Show each line of the data below that has the string "dict" in it.

Start of Available data

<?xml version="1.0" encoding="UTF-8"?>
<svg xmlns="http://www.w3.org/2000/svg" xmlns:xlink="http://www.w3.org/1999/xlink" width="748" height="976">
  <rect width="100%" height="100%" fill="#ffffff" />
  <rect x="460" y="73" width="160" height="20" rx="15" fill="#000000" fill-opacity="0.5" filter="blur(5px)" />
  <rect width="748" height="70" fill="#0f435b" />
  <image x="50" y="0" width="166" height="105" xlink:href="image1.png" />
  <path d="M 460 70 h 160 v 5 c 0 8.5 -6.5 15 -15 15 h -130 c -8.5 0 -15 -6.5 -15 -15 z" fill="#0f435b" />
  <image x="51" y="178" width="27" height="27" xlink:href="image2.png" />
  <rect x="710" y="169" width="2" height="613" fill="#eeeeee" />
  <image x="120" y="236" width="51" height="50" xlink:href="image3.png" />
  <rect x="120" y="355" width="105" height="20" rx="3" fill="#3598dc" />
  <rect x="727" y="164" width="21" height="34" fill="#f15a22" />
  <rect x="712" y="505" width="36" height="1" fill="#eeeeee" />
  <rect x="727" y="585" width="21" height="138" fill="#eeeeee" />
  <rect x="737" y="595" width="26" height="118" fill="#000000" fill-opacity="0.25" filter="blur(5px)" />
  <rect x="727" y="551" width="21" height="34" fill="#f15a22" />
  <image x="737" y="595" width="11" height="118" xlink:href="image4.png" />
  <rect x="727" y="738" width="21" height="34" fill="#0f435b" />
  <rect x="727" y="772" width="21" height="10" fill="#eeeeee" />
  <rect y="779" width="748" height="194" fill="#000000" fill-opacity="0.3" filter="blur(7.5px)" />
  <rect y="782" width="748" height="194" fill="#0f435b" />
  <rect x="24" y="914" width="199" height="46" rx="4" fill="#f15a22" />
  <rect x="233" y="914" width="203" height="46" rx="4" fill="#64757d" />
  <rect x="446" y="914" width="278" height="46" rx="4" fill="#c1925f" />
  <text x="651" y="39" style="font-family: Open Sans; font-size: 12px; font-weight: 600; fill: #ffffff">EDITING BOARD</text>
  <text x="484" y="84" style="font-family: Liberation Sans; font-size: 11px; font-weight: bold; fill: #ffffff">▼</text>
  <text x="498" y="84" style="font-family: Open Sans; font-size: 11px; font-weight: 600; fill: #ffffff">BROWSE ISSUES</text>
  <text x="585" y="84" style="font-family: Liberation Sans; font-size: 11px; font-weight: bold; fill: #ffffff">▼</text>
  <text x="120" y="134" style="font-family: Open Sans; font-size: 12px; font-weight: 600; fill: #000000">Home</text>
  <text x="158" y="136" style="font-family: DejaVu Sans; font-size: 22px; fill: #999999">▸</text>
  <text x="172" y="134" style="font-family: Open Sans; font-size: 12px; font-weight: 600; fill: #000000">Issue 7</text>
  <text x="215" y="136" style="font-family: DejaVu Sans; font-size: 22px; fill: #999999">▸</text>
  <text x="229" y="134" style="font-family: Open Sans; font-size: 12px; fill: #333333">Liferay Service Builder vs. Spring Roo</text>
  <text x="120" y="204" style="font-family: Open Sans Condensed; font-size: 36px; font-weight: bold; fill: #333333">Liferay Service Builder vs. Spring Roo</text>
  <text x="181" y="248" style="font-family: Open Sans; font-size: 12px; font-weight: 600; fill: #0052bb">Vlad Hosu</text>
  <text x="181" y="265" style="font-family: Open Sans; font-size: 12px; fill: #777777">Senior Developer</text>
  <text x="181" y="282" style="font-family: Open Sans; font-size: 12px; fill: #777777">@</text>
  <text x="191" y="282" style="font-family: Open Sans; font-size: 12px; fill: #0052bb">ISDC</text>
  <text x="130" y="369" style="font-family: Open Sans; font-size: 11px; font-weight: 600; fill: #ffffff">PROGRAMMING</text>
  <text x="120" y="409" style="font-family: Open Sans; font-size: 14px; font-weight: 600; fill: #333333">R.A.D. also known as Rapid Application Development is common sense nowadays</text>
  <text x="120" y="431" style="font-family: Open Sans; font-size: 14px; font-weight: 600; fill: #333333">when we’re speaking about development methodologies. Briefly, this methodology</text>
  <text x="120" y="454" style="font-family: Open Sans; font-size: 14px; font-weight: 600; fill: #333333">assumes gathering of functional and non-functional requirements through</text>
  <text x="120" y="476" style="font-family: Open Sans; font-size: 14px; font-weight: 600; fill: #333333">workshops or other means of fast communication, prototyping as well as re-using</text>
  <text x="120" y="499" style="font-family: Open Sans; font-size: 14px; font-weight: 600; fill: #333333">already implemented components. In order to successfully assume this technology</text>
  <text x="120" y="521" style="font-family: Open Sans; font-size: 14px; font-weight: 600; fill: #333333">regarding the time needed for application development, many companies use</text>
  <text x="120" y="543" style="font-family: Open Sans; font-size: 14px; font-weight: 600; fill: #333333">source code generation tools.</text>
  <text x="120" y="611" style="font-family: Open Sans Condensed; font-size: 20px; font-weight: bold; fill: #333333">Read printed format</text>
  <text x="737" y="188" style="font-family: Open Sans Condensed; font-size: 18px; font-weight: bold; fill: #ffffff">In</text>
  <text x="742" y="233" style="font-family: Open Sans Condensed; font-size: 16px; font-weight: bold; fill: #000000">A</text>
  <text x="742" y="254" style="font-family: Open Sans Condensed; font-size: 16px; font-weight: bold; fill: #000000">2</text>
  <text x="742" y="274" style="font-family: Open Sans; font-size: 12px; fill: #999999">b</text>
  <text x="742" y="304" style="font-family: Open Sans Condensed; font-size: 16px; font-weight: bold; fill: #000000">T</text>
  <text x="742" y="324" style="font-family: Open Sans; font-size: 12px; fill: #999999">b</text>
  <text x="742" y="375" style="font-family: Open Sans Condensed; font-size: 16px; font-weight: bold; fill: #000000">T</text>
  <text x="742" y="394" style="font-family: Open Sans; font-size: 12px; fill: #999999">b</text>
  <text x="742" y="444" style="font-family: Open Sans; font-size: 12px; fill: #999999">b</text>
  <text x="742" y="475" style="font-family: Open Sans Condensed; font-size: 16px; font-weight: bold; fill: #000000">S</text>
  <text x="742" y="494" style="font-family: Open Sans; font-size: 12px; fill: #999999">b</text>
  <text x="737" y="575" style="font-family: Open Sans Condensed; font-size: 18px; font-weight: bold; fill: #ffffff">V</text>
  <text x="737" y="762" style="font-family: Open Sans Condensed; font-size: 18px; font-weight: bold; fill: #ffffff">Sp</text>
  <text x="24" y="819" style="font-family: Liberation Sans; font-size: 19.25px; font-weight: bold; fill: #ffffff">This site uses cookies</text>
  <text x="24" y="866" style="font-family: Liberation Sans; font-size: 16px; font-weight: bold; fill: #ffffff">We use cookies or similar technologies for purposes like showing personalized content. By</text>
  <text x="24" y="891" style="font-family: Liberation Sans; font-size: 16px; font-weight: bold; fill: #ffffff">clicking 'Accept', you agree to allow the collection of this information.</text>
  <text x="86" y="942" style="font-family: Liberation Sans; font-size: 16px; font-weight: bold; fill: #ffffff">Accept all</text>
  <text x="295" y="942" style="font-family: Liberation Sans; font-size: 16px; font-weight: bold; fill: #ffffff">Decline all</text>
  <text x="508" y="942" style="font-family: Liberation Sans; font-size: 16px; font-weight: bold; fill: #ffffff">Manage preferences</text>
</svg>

End of Available data
Start of Available data

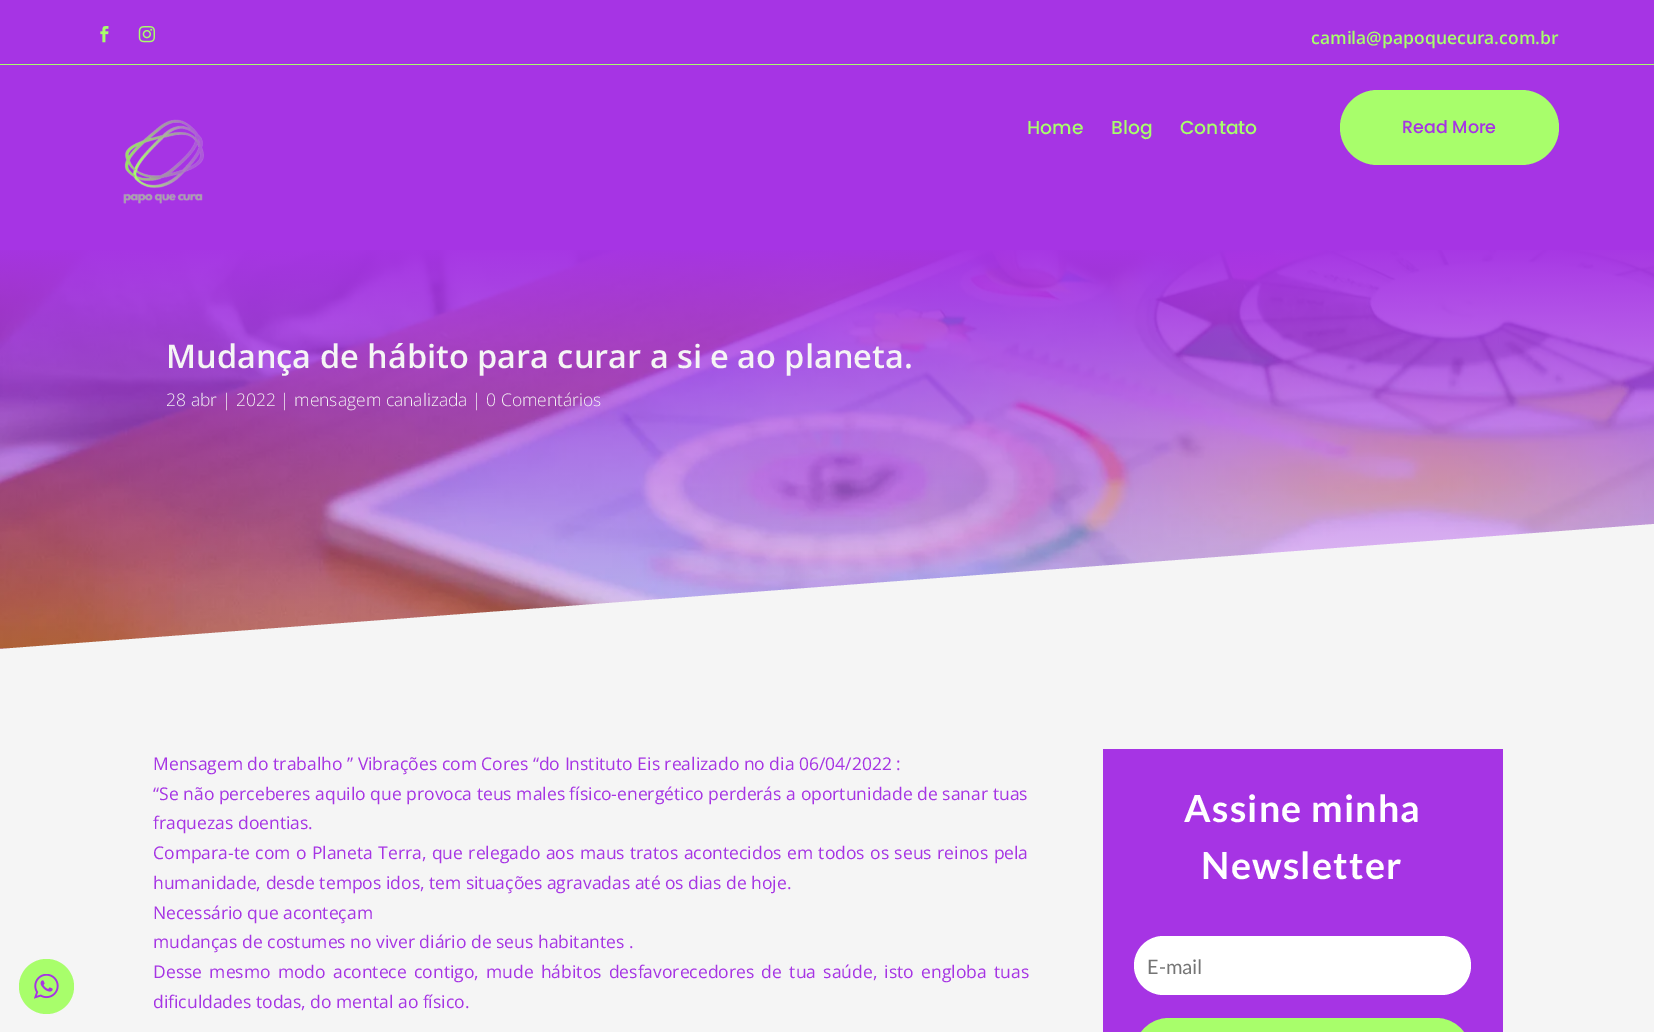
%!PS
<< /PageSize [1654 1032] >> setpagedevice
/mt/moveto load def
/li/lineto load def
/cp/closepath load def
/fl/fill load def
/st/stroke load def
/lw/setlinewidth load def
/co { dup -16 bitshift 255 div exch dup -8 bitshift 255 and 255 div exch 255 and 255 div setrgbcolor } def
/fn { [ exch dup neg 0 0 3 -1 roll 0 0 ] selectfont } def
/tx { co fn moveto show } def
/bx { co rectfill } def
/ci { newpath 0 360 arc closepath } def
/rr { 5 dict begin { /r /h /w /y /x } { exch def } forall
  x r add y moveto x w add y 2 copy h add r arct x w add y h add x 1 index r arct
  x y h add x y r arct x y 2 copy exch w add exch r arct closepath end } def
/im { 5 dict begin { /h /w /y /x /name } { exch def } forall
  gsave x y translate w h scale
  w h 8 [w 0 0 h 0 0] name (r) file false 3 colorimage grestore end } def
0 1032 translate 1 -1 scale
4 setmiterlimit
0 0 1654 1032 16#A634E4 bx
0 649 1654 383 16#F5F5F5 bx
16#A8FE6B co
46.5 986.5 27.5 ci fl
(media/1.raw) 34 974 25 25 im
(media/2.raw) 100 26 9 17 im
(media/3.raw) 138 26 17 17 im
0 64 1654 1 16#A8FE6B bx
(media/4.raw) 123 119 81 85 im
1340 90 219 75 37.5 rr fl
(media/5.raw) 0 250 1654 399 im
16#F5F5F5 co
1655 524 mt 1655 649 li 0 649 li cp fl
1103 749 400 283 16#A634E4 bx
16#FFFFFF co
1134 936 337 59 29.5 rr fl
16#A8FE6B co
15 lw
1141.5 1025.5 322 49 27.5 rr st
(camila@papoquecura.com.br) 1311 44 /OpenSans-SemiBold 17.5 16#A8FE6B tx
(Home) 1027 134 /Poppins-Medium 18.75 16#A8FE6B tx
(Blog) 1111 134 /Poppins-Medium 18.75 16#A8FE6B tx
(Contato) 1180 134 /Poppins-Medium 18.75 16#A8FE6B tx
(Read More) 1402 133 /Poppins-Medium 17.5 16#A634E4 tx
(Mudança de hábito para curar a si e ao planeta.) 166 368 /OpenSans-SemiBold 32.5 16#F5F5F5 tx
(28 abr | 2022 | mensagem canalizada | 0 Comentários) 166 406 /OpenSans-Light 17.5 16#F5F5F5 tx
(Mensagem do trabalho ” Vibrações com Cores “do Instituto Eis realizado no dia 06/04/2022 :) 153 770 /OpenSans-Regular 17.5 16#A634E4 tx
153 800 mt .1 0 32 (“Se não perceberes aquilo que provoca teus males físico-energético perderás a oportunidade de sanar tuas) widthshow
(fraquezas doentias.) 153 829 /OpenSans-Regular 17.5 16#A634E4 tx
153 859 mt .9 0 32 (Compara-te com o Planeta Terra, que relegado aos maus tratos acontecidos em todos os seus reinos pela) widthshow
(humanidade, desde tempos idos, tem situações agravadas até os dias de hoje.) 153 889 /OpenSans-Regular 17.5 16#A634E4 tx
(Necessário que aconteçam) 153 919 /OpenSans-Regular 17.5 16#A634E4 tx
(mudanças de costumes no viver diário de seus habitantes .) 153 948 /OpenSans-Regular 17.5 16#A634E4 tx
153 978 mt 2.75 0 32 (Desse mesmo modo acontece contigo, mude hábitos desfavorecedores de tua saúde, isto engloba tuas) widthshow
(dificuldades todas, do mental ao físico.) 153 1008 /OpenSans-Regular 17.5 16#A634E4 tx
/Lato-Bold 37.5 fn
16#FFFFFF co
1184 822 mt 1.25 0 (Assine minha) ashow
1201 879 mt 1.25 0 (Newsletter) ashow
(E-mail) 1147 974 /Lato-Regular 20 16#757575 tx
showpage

End of Available data
Start of Available data

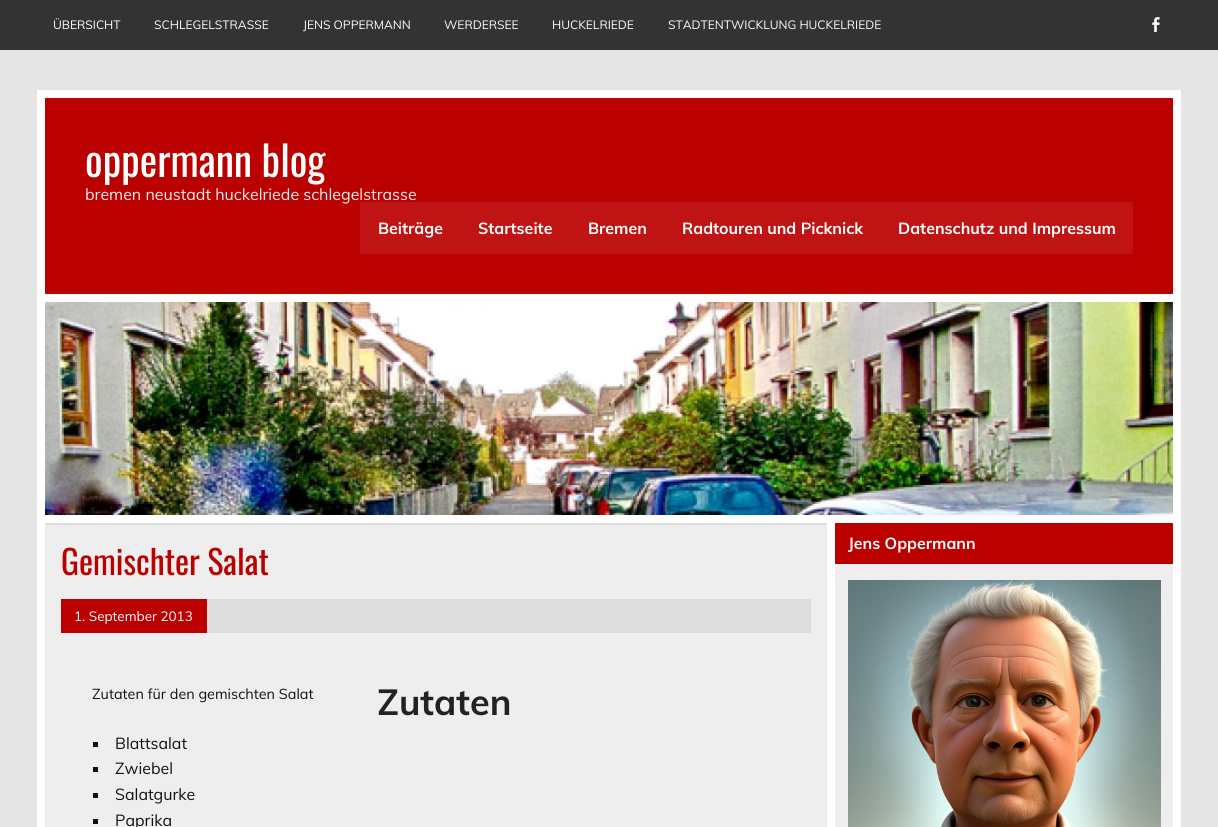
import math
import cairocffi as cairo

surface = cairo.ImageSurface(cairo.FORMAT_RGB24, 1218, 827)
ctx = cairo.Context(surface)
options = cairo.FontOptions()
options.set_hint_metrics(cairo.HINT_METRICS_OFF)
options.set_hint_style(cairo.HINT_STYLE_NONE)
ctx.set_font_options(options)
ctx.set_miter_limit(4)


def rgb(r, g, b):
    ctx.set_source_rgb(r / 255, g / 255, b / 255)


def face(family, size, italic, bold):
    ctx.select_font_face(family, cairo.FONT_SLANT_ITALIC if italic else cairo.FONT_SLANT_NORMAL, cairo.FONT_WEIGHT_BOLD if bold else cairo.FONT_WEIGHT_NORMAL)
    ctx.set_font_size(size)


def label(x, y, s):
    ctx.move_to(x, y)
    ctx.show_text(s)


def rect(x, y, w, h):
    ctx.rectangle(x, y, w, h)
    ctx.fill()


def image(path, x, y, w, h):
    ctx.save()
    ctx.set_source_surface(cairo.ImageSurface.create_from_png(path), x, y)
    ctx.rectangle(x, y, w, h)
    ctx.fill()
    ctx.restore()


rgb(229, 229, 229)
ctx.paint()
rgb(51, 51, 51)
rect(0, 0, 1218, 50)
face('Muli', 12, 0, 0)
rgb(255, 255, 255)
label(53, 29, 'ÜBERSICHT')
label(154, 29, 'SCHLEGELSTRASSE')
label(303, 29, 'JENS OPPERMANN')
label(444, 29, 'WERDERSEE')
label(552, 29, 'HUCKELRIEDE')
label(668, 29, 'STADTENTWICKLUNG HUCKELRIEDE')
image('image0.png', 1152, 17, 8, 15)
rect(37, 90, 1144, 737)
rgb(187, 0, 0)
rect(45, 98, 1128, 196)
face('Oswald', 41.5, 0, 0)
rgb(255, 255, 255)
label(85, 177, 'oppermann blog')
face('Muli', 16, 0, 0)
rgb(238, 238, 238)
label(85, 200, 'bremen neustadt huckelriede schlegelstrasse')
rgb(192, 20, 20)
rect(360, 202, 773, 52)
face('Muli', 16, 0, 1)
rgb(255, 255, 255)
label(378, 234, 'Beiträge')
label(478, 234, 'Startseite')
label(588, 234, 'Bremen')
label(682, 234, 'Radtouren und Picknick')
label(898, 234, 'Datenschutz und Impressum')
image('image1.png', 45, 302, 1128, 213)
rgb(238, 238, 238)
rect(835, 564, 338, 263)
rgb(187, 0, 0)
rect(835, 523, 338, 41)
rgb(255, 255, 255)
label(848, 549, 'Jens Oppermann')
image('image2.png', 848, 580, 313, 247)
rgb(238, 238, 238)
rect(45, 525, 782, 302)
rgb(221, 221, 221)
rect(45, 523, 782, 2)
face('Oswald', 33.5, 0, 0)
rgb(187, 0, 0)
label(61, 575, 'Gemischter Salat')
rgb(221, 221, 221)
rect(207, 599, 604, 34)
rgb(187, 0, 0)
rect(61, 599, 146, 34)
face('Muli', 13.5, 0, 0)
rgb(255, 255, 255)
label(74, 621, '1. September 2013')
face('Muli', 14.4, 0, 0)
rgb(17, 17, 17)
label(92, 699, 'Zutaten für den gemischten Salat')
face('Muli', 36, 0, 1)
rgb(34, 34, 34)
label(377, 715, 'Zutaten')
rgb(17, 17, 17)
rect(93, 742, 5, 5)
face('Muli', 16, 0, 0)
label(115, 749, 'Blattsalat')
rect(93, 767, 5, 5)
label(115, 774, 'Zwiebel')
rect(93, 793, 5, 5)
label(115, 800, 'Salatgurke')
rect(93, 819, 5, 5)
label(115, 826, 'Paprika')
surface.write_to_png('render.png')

End of Available data

▶ [Response area]:
/rr { 5 dict begin { /r /h /w /y /x } { exch def } forall
/im { 5 dict begin { /h /w /y /x /name } { exch def } forall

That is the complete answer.